Una grande figura influì sull'adolescenza di Carlo fu Adriano di Utrecht, futuro papa Adriano VI, che infuse una forte religiosità sul giovane. Questo tipo di formazione profondamente meditativa e contemplativa unita al suo carattere già profondamente introverso diede vita ad un personaggio di buon spessore culturale, anche se intriso di un cattolicesimo quasi bigotto, che lo portò nei momenti di particolare difficoltà a lunghi periodi di abbandono eremitico e di preghiera. Durante la sua gioventù Carlo si sentì attratto più dagli esercizi fisici e dagli sport che dai libri e dalle lingue (conosceva solo il francese, solo alla fine del suo regno cominciò a parlare anche un ottimo spagnolo) si dedicava con passione all'equitazione e alla caccia. Anche se amante degli esercizi fisici, era spesso malato e fu persino epilettico.
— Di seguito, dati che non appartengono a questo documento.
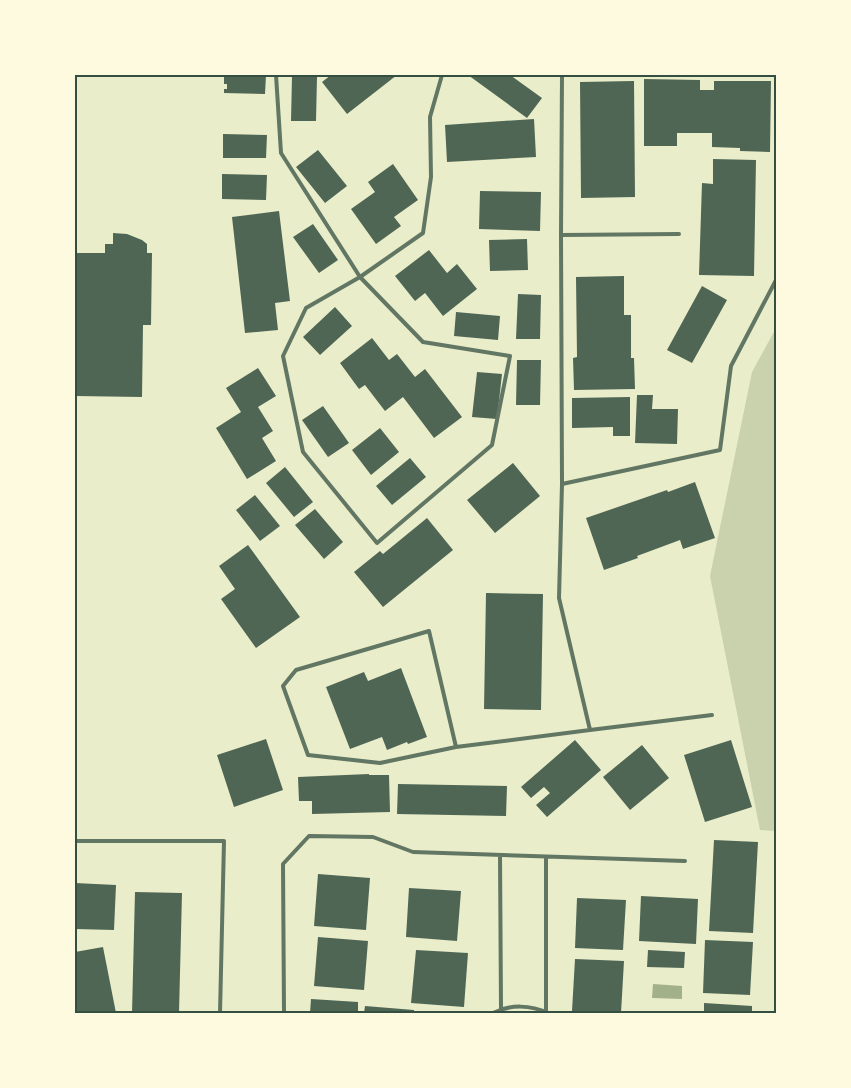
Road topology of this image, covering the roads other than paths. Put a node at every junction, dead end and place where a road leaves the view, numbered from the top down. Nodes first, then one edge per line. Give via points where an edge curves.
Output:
1 (276, 75) edge
2 (442, 75) edge
3 (562, 75) edge
4 (679, 234) dead end
5 (561, 235) junction
6 (360, 277) junction
7 (776, 280) edge
8 (562, 484) junction
9 (712, 715) dead end
10 (590, 730) junction
11 (456, 747) junction
12 (75, 841) edge
13 (500, 855) junction
14 (546, 857) junction
15 (685, 861) dead end
16 (501, 1009) junction
17 (547, 1012) edge
18 (220, 1013) edge
19 (284, 1013) edge
20 (493, 1013) edge

1 - 6 lane via 281,153
2 - 6 lane via 430,117 431,177 424,233
3 - 5 lane
4 - 5 lane
5 - 8 lane
6 - 6 lane via 306,308 282,356 304,452 377,543 492,445 510,356 423,342
7 - 8 lane via 731,366 720,450
8 - 10 lane via 559,598
9 - 10 lane
10 - 11 lane
11 - 11 lane via 429,631 296,670 283,686 308,755 380,763
12 - 18 lane via 224,841
13 - 14 lane
13 - 16 lane
13 - 19 lane via 413,852 373,837 309,836 283,864
14 - 15 lane
14 - 17 lane
16 - 17 lane via 524,1006
16 - 20 lane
A sei anni Carlo, dopo la morte del padre, avvenuta nel 1506, diviene erede dei beni spagnoli e di quelli asburgici.
A sedici anni venne proclamato re di Spagna, succedendo al nonno materno Ferdinando il Cattolico.
Tre anni dopo muore anche il nonno paterno, l'imperatore Massimiliano. In conseguenza di ciò Carlo pone la sua candidatura al titolo imperiale, che ottenne (nonostante molte opposizioni) grazie al denaro dei banchieri tedeschi Fugger, con il quale compera il voto dei principi elettori. I domini di Carlo di Gand (che poi divenne imperatore con il nome di Carlo V) erano, quindi un complesso blocco frutto di quattro eredità distinte: dal nonno paterno Massimiliano I d'Asburgo ereditò i domini familiari degli Asburgo nella Germania sud-orientale, dalla nonna paterna Maria Bianca ereditò i territori della Borgogna e dei Paesi Bassi; dalla nonna materna, Isabella, ottenne la Castiglia e le conquiste castigliane, nell' Africa settentrionale, nei Caraibi e nell' America centrale; dal nonno materno ereditò l' Aragona e i domini aragonesi d'oltremare e cioè Napoli, la Sicilia e la Sardegna.
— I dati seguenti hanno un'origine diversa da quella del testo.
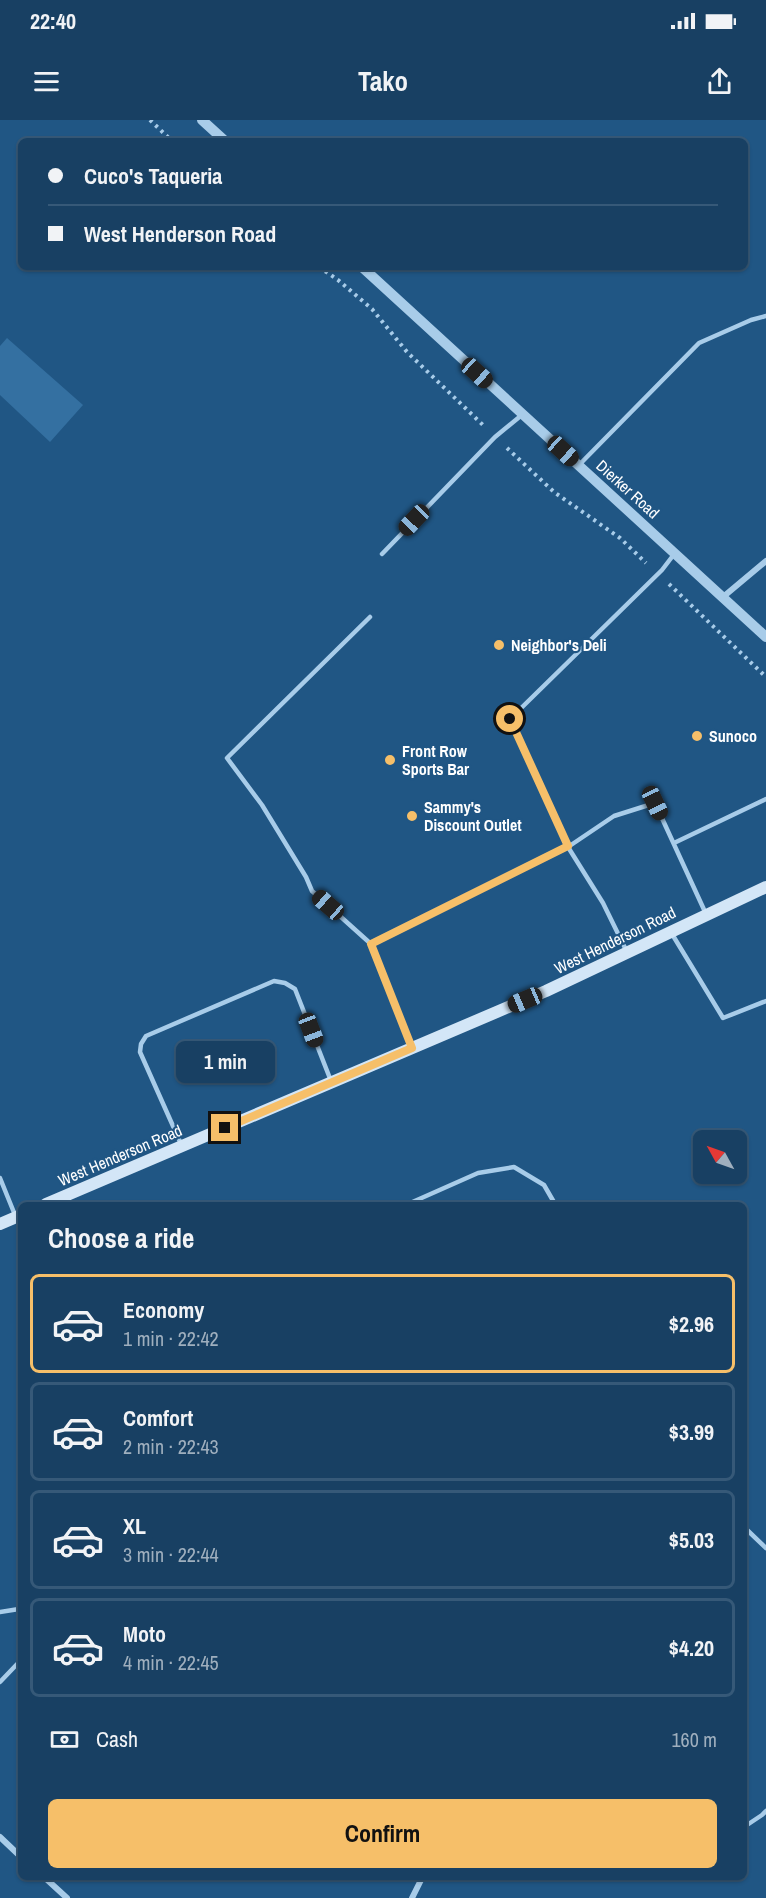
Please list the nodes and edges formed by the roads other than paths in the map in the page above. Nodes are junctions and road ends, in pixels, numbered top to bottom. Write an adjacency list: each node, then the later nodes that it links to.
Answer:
1 (202, 120): 2 (street)
2 (222, 138)
3 (365, 270): 5 (street, Dierker Road)
4 (766, 316): 6 (lane)
5 (523, 414): 6 (street, Dierker Road); 8 (lane)
6 (579, 465): 7 (street, Dierker Road)
7 (675, 552): 10 (street, Dierker Road); 15 (lane)
8 (382, 554)
9 (766, 561): 10 (street)
10 (723, 597): 12 (street, Dierker Road)
11 (370, 617): 19 (lane)
12 (766, 637)
13 (766, 799): 14 (lane)
14 (674, 843): 15 (lane); 17 (lane)
15 (568, 846): 19 (lane); 20 (lane)
16 (766, 886): 17 (main road, West Henderson Road)
17 (706, 914): 18 (main road, West Henderson Road)
18 (670, 931): 20 (main road, West Henderson Road); 21 (lane)
19 (371, 944): 22 (lane)
20 (627, 952): 22 (main road, West Henderson Road)
21 (766, 1001)
22 (412, 1048): 23 (main road, West Henderson Road)
23 (332, 1083): 24 (main road, West Henderson Road); 24 (lane)
24 (182, 1146): 26 (main road, West Henderson Road)
25 (0, 1178): 29 (lane)
26 (51, 1202)
27 (413, 1202): 28 (lane)
28 (554, 1202)
29 (18, 1216): 30 (main road)
30 (0, 1224)
31 (747, 1530): 32 (lane)
32 (766, 1548)
33 (18, 1609): 34 (lane)
34 (0, 1612)
35 (18, 1663): 36 (lane)
36 (0, 1682)
37 (766, 1811): 38 (lane)
38 (747, 1825)
39 (0, 1838): 40 (street)
40 (18, 1854)
41 (47, 1880): 43 (street)
42 (421, 1880): 44 (street)
43 (67, 1898)
44 (411, 1898)

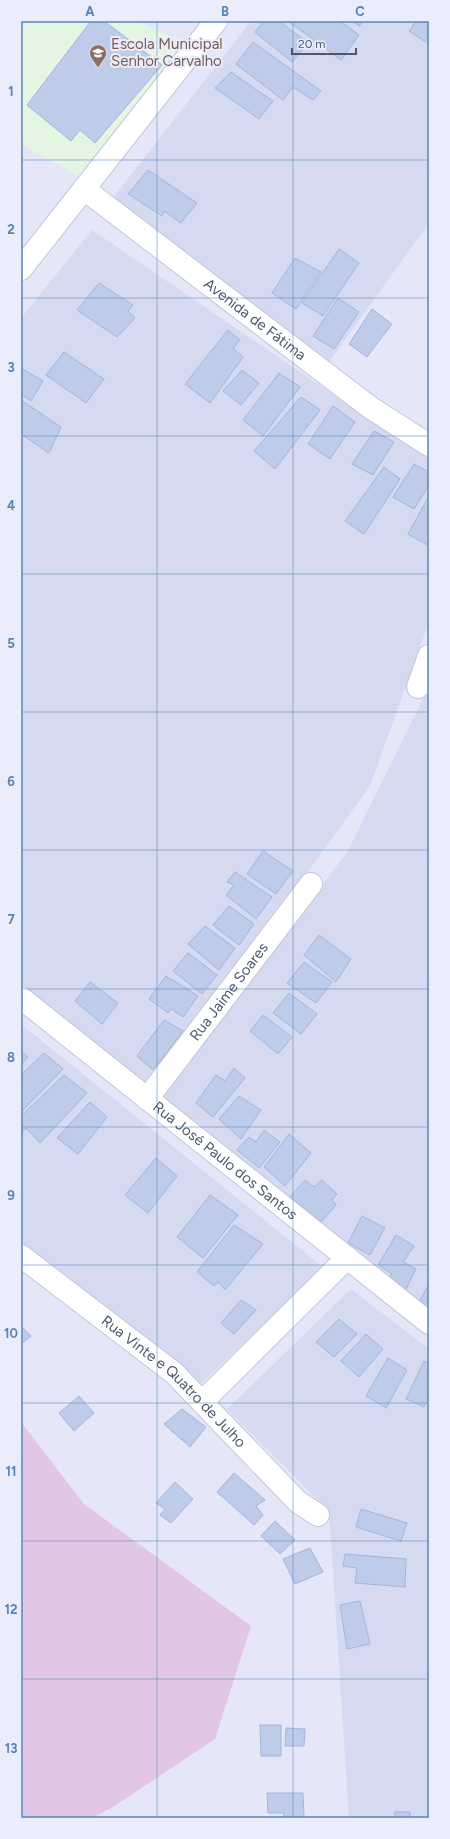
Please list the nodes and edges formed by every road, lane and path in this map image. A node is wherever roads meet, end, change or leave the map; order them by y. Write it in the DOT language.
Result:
graph roads {
  1 [pos="213,22"];
  2 [pos="84,189"];
  3 [pos="21,269"];
  4 [pos="429,445"];
  5 [pos="429,656"];
  6 [pos="418,687"];
  7 [pos="311,884"];
  8 [pos="21,998"];
  9 [pos="147,1099"];
  10 [pos="21,1256"];
  11 [pos="347,1258"];
  12 [pos="429,1323"];
  13 [pos="202,1402"];
  14 [pos="318,1515"];
  1 -- 2 [label="street"];
  2 -- 3 [label="street"];
  2 -- 4 [label="street, Avenida de Fátima"];
  5 -- 6 [label="street"];
  7 -- 9 [label="street, Rua Jaime Soares"];
  8 -- 9 [label="street, Rua José Paulo dos Santos"];
  9 -- 11 [label="street, Rua José Paulo dos Santos"];
  10 -- 13 [label="street, Rua Vinte e Quatro de Julho"];
  11 -- 12 [label="street, Rua José Paulo dos Santos"];
  11 -- 13 [label="street"];
  13 -- 14 [label="street, Rua Vinte e Quatro de Julho"];
}
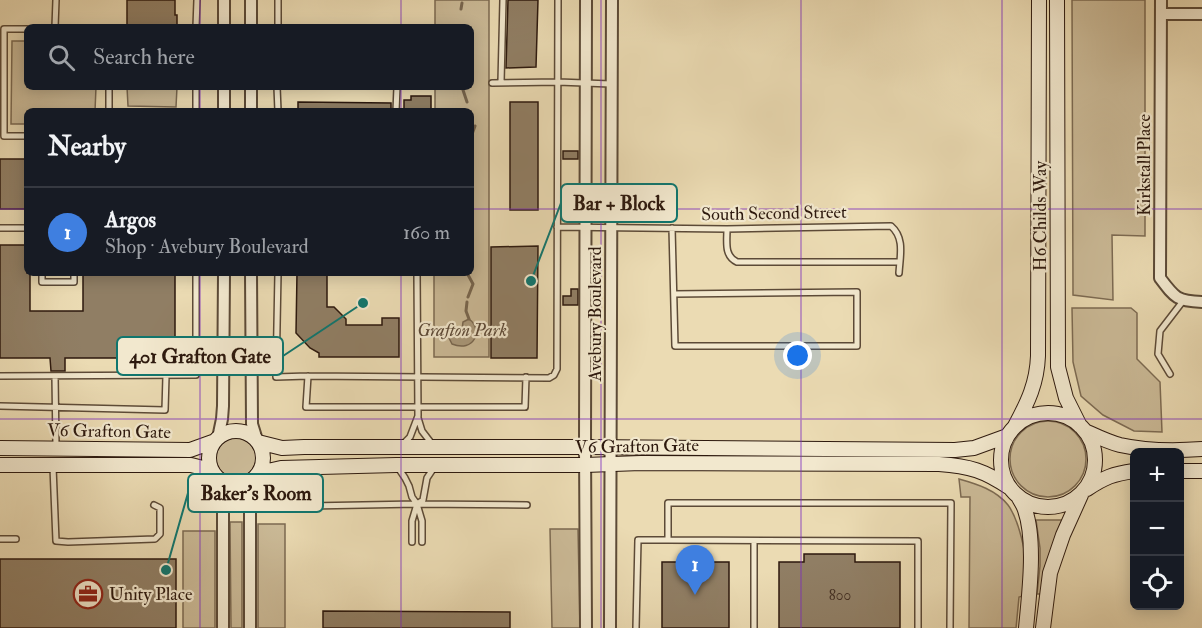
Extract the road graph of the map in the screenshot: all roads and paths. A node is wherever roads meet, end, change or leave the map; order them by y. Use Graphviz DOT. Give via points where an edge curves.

l'impero di Carlo V - in giallo e verde (esclusi i domini americani)


I PRIMI PROBLEMI IN SPAGNA
Al primo incontro con i sudditi spagnoli, Carlo non fece una bella impressione: Il nuovo re appariva come un sempliciotto e aveva l'imperdonabile difetto di non saper parlare castigliano. Inoltre si era circondato da nobili fiamminghi, cosa che irritò profondamente la suscettibile e orgogliosa nobiltà spagnola, che non sopportava di vedersi soppiantata da uno stuolo di stranieri.
Tutto ciò portò a quello che diverrà il primo grave problema per Carlo: la rivolta dei comuneros (gli abitanti dei comuni). La scintilla per lo scoppio della rivolta fu l'odio furente per gli stranieri e per un governo straniero che prosciugava il Paese della sua ricchezza. L'odio spagnolo verso il nuovo imperatore venne dato soprattutto dal fatto che il re "non teneva alcun conto della personalità e degli usi degli orgogliosi spagnoli... spagnoli che quindi continuavano a considerare l'imperatore come un oppressore straniero".
La rivolta scoppiò nel 1520 e fu domata, con grande fatica, nel 1521.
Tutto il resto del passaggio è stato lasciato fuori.